**Task inputs:**
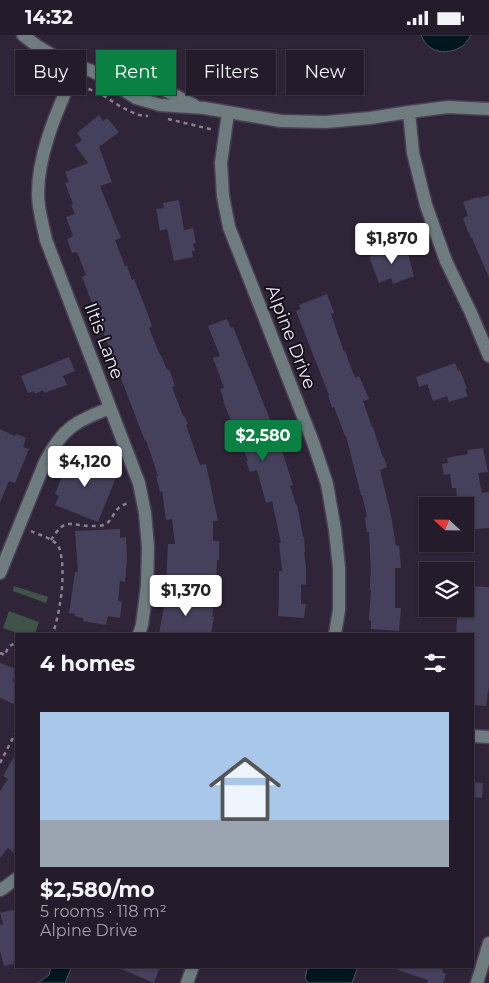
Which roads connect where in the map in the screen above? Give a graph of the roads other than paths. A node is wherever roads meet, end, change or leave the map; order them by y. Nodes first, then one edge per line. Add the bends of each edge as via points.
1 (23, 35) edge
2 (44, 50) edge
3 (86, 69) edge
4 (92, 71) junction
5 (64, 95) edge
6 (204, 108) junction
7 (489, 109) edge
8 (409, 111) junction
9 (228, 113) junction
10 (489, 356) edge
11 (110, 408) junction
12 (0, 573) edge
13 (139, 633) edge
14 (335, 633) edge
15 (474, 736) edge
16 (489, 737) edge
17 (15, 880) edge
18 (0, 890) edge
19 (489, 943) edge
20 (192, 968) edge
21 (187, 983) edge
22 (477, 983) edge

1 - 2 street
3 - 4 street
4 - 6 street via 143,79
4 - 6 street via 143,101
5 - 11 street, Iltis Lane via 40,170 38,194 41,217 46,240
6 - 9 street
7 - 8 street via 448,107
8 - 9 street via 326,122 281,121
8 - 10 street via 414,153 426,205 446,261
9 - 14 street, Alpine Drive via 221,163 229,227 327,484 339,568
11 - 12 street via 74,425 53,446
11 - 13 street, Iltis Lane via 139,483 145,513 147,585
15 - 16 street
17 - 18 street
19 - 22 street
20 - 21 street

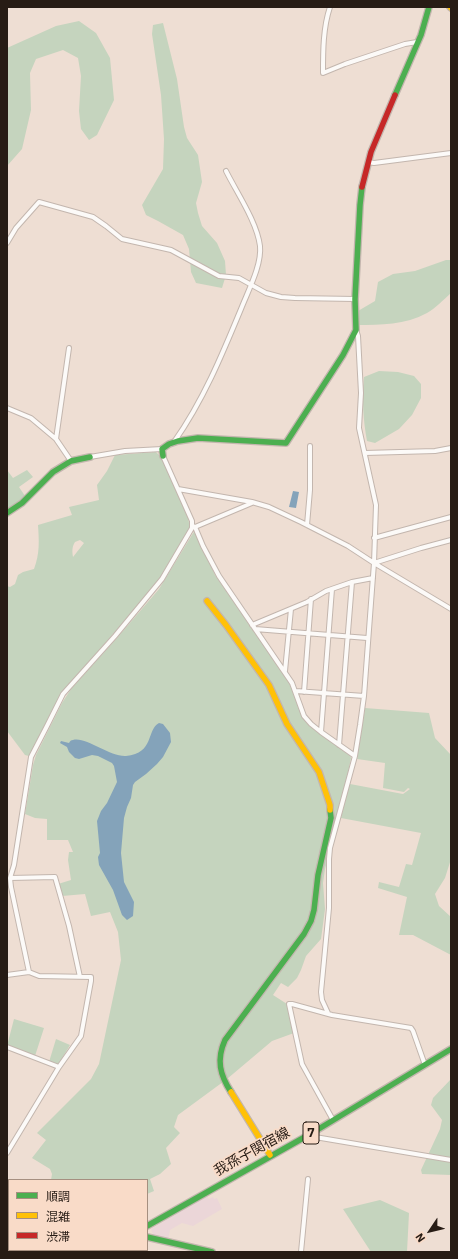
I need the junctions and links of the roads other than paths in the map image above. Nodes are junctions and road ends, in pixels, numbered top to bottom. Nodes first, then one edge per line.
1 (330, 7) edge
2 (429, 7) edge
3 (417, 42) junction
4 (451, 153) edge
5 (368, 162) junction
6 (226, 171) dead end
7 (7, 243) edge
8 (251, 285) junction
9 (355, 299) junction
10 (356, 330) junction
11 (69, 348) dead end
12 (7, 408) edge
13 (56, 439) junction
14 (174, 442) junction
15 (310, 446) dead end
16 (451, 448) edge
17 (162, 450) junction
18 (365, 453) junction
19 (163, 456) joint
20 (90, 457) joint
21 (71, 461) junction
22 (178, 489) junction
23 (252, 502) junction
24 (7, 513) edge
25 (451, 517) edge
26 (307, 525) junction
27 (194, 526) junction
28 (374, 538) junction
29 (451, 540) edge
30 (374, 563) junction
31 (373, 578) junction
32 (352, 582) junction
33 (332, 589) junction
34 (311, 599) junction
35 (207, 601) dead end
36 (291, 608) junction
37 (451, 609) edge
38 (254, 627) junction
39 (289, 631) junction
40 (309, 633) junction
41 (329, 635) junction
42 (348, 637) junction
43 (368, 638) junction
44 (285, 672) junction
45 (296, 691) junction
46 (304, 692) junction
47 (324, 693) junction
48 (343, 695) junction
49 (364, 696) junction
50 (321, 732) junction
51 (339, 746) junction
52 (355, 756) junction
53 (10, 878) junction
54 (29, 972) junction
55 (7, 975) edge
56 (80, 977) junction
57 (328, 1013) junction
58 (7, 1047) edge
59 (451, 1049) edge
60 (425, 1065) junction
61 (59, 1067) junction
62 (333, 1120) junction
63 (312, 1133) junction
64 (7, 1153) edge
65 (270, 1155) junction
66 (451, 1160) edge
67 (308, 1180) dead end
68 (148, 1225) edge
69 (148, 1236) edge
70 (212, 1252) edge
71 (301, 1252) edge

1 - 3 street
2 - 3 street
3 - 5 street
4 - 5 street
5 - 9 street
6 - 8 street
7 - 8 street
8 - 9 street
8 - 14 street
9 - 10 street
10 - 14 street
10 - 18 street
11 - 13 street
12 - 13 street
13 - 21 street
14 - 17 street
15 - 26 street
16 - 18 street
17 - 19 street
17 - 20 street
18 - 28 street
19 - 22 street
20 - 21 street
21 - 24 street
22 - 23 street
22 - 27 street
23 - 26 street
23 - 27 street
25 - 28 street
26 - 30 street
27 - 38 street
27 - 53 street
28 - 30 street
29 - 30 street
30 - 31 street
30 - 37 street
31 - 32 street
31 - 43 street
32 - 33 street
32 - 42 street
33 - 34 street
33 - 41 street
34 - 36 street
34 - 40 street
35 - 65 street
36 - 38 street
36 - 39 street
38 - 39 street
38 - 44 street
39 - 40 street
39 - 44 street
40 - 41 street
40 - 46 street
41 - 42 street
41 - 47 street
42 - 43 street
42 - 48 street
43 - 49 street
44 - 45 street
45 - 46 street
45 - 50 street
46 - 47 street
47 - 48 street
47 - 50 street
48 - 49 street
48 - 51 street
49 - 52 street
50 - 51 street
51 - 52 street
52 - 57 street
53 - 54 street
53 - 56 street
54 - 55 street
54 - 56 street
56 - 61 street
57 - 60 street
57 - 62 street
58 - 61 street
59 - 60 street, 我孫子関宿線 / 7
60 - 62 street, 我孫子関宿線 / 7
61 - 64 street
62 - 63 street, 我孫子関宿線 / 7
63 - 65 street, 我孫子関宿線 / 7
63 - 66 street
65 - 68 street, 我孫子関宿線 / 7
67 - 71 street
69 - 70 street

**Task objective:** Could each line of the data be written out exactly, with no pictures included?

**Task output:**
Which roads connect where in the map in the screen above? Give a graph of the roads other than paths. A node is wherever roads meet, end, change or leave the map; order them by y. Nodes first, then one edge per line. Add the bends of each edge as via points.
1 (23, 35) edge
2 (44, 50) edge
3 (86, 69) edge
4 (92, 71) junction
5 (64, 95) edge
6 (204, 108) junction
7 (489, 109) edge
8 (409, 111) junction
9 (228, 113) junction
10 (489, 356) edge
11 (110, 408) junction
12 (0, 573) edge
13 (139, 633) edge
14 (335, 633) edge
15 (474, 736) edge
16 (489, 737) edge
17 (15, 880) edge
18 (0, 890) edge
19 (489, 943) edge
20 (192, 968) edge
21 (187, 983) edge
22 (477, 983) edge

1 - 2 street
3 - 4 street
4 - 6 street via 143,79
4 - 6 street via 143,101
5 - 11 street, Iltis Lane via 40,170 38,194 41,217 46,240
6 - 9 street
7 - 8 street via 448,107
8 - 9 street via 326,122 281,121
8 - 10 street via 414,153 426,205 446,261
9 - 14 street, Alpine Drive via 221,163 229,227 327,484 339,568
11 - 12 street via 74,425 53,446
11 - 13 street, Iltis Lane via 139,483 145,513 147,585
15 - 16 street
17 - 18 street
19 - 22 street
20 - 21 street

I need the junctions and links of the roads other than paths in the map image above. Nodes are junctions and road ends, in pixels, numbered top to bottom. Nodes first, then one edge per line.
1 (330, 7) edge
2 (429, 7) edge
3 (417, 42) junction
4 (451, 153) edge
5 (368, 162) junction
6 (226, 171) dead end
7 (7, 243) edge
8 (251, 285) junction
9 (355, 299) junction
10 (356, 330) junction
11 (69, 348) dead end
12 (7, 408) edge
13 (56, 439) junction
14 (174, 442) junction
15 (310, 446) dead end
16 (451, 448) edge
17 (162, 450) junction
18 (365, 453) junction
19 (163, 456) joint
20 (90, 457) joint
21 (71, 461) junction
22 (178, 489) junction
23 (252, 502) junction
24 (7, 513) edge
25 (451, 517) edge
26 (307, 525) junction
27 (194, 526) junction
28 (374, 538) junction
29 (451, 540) edge
30 (374, 563) junction
31 (373, 578) junction
32 (352, 582) junction
33 (332, 589) junction
34 (311, 599) junction
35 (207, 601) dead end
36 (291, 608) junction
37 (451, 609) edge
38 (254, 627) junction
39 (289, 631) junction
40 (309, 633) junction
41 (329, 635) junction
42 (348, 637) junction
43 (368, 638) junction
44 (285, 672) junction
45 (296, 691) junction
46 (304, 692) junction
47 (324, 693) junction
48 (343, 695) junction
49 (364, 696) junction
50 (321, 732) junction
51 (339, 746) junction
52 (355, 756) junction
53 (10, 878) junction
54 (29, 972) junction
55 (7, 975) edge
56 (80, 977) junction
57 (328, 1013) junction
58 (7, 1047) edge
59 (451, 1049) edge
60 (425, 1065) junction
61 (59, 1067) junction
62 (333, 1120) junction
63 (312, 1133) junction
64 (7, 1153) edge
65 (270, 1155) junction
66 (451, 1160) edge
67 (308, 1180) dead end
68 (148, 1225) edge
69 (148, 1236) edge
70 (212, 1252) edge
71 (301, 1252) edge

1 - 3 street
2 - 3 street
3 - 5 street
4 - 5 street
5 - 9 street
6 - 8 street
7 - 8 street
8 - 9 street
8 - 14 street
9 - 10 street
10 - 14 street
10 - 18 street
11 - 13 street
12 - 13 street
13 - 21 street
14 - 17 street
15 - 26 street
16 - 18 street
17 - 19 street
17 - 20 street
18 - 28 street
19 - 22 street
20 - 21 street
21 - 24 street
22 - 23 street
22 - 27 street
23 - 26 street
23 - 27 street
25 - 28 street
26 - 30 street
27 - 38 street
27 - 53 street
28 - 30 street
29 - 30 street
30 - 31 street
30 - 37 street
31 - 32 street
31 - 43 street
32 - 33 street
32 - 42 street
33 - 34 street
33 - 41 street
34 - 36 street
34 - 40 street
35 - 65 street
36 - 38 street
36 - 39 street
38 - 39 street
38 - 44 street
39 - 40 street
39 - 44 street
40 - 41 street
40 - 46 street
41 - 42 street
41 - 47 street
42 - 43 street
42 - 48 street
43 - 49 street
44 - 45 street
45 - 46 street
45 - 50 street
46 - 47 street
47 - 48 street
47 - 50 street
48 - 49 street
48 - 51 street
49 - 52 street
50 - 51 street
51 - 52 street
52 - 57 street
53 - 54 street
53 - 56 street
54 - 55 street
54 - 56 street
56 - 61 street
57 - 60 street
57 - 62 street
58 - 61 street
59 - 60 street, 我孫子関宿線 / 7
60 - 62 street, 我孫子関宿線 / 7
61 - 64 street
62 - 63 street, 我孫子関宿線 / 7
63 - 65 street, 我孫子関宿線 / 7
63 - 66 street
65 - 68 street, 我孫子関宿線 / 7
67 - 71 street
69 - 70 street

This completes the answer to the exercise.